UK markets: ‘Penny is dropping’ there will be no immediate ceasefire in Ukraine while focus shifts to Sunak’s ‘double whammy’
European markets underwent a subdued start to the week yesterday, with the FTSE100 outperforming on the back of another day of advances for crude oil prices, pushing the index to close at its highest level since 28 February.
“The main reason for the move higher in oil prices was reports that the EU was considering implementing a full-scale embargo on Russian oil later this week, while Ukraine rejected an ultimatum by Russia to surrender the port city of Mariupol or face the consequences,” Michael Hewson, Chief Market Analyst at CMC Markets UK, explained this morning.
“The penny appears to be finally dropping that there is little chance of an imminent breakthrough in so-called ceasefire/peace talks between Ukraine and Russia.”
The DAX found itself on the back foot after the Bundesbank downgraded its outlook for the German economy, for the rest of this year, due to the effect of higher energy prices.
US markets also slid back after Fed chair Jay Powell said that the Federal Reserve wouldn’t hesitate to raise rates by more than 25bps if needed, opening the door to not only 1 hike of 50bps, but several hikes of similar magnitude in order to bring inflation under control.
Powell went on to say that the central bank would act based on how much progress was being made in bringing inflation back to target, and not assume it will come lower all by itself as supply chain concerns decrease.
“Powell’s tone in this regard appears to draw a line under the transitory narrative of six months ago, and suggests the Fed is likely to err on the side of tightening too quickly, rather than by not enough,” Hewson said.
Consequently, US bond yields pushed even higher with the 2-year yield blasting through 2% for the first time since May 2019, while the 10-year yield also moved higher, pushing the spread between the two to the narrowest since March 2020, while the US dollar pushed higher, hitting a six year high against the Japanese yen, and above the 120 level for the first time since February 2016.
“Despite yesterday’s modest decline in US markets, today’s European open is set to be a mixed one, with the only data of note coming from the UK,” Hewson pointed out.
Today’s UK public sector borrowing numbers are expected to reinforce the narrative that the Chancellor of the Exchequer has room to be “a little generous” when he gets up to deliver his spring statement tomorrow in the House of Commons, he continued.
“Better than expected tax receipts look set to show that borrowing is expected to come in as much as £23bn lower than forecast, a few months ago. Higher than expected tax receipts along with a more resilient UK economy has helped in that regard,” Hewson said.
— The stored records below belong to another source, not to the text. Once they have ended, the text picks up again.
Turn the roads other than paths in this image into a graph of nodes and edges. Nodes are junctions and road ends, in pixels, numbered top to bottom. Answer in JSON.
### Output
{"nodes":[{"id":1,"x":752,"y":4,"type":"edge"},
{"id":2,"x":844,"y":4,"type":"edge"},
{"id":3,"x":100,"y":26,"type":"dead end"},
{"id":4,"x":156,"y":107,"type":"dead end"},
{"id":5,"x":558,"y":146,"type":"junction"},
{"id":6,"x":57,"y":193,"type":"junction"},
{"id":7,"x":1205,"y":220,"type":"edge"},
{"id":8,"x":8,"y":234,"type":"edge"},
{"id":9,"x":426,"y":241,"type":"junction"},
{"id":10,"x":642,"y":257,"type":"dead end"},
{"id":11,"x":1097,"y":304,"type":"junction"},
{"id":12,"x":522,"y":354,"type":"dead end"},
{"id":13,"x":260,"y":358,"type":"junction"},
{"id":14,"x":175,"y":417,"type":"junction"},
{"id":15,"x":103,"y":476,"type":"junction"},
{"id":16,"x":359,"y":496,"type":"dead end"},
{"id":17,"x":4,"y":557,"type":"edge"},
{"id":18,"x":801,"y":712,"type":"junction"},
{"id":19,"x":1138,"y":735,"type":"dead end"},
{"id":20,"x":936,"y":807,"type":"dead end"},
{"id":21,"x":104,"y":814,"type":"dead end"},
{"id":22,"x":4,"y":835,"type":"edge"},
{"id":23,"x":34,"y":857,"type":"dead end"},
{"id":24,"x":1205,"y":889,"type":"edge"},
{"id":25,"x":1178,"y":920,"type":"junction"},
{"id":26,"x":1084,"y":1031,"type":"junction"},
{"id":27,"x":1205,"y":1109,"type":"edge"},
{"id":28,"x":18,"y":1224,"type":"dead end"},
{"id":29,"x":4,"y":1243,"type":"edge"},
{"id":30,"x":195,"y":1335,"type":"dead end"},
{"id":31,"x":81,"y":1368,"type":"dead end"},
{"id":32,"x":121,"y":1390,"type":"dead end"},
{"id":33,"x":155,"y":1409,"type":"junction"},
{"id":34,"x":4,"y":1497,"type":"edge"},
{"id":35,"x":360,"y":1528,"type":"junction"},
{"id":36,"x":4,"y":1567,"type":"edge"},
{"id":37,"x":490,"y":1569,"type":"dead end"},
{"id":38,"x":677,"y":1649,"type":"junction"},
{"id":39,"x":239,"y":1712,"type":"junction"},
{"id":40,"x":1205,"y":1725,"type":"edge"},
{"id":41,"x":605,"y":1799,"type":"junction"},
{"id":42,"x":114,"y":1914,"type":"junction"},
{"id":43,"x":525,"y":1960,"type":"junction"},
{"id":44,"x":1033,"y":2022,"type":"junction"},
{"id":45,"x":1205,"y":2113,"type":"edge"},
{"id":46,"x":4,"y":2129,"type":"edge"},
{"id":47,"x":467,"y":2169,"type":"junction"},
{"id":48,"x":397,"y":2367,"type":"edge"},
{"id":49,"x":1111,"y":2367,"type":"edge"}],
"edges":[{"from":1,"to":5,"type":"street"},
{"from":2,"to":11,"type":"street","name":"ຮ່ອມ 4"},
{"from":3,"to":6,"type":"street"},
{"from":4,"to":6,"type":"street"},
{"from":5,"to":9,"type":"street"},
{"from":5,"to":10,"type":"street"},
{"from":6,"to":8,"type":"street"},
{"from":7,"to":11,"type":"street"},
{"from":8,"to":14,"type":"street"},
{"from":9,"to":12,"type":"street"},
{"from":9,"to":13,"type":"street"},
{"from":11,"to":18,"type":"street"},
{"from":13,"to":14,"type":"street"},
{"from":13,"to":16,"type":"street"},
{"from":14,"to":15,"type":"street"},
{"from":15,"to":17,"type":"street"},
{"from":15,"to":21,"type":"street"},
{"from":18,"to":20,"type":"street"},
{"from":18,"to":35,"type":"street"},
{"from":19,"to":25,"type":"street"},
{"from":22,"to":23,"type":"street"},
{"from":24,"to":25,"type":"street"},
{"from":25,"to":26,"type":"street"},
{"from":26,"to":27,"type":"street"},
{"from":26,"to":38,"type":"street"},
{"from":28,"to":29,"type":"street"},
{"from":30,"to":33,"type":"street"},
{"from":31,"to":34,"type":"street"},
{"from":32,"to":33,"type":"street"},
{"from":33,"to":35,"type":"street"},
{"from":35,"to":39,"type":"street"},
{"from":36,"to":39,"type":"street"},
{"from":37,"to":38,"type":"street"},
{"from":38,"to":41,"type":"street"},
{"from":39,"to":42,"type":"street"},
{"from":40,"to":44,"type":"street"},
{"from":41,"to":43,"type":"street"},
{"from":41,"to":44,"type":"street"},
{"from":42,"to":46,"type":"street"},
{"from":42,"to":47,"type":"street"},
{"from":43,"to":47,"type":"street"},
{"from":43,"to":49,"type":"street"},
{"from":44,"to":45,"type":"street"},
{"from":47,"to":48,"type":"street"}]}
With soaring energy prices set to more than double energy bills over the next 12 months,
“Rishi Sunak is faced with a double whammy of a slowing economic picture, as well as higher interest rates due to rising inflation, although it’s important to remember the UK isn’t unique in facing this,” Hewson concluded.
Public sector borrowing is expected to show the government borrowed £8.4bn in February, well below the £15.3bn a year ago.